Na mesma altura, para o salão nobre do tribunal, Albertino Marques e Daniel Rodrigues, coadjuvados por João Machado Júnior que modelou os bustos destinados a ser, posteriormente, executados em ferro forjado, bateram um lustre.
Lustre central da Sala das Audiências.
Terminados em fins de junho de 1934, foram executados nas oficinas de Daniel Rodrigues e de Albertino Marques quatro artísticos lampiões e as respetivas gárgulas de suporte, que se destinavam, obviamente, ao imóvel em causa.
Lampião e gárgula de suporte.
Lampião e gárgula de suporte. Desenho existente no espólio de Daniel Rodrigues.
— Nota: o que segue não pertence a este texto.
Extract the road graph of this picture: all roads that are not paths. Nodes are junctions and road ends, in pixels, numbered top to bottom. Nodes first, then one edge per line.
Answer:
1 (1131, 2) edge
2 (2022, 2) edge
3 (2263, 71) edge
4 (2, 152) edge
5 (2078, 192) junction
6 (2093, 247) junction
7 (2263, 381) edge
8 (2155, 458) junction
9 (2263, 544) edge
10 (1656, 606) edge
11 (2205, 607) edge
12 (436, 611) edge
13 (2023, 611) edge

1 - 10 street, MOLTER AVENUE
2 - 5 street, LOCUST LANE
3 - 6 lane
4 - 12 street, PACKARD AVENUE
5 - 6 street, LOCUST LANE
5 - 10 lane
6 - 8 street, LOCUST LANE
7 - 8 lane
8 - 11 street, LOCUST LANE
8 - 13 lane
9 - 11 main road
Numa entrevista feita aos artistas conimbricenses do ferro, levada a cabo por um jornal local, revela-se que os portões do Palácio da Justiça tinham sido executados “a meias”, porque o trabalho fora arrematado por Daniel Rodrigues, que resolveu dividi-lo com Albertino Marques e com António Maria da Conceição. Como se depreende, Daniel é o responsável e dirige os trabalhos executados nas três oficinas, todas elas pequenas e ruidosas; contudo, a do mestre serralheiro, era a mais pequena de todas, “baixa, com tecto abobadado em arcos, quase um cubículo”.
Daniel Rodrigues, em 1915, era sócio da antiga oficina de Francisco Nogueira Seco que se situava no Quintal do Prior, mas, em 1919, inaugurou a sua serralharia no Terreiro da Erva, n.º 36, local onde permaneceu até ao fim da vida.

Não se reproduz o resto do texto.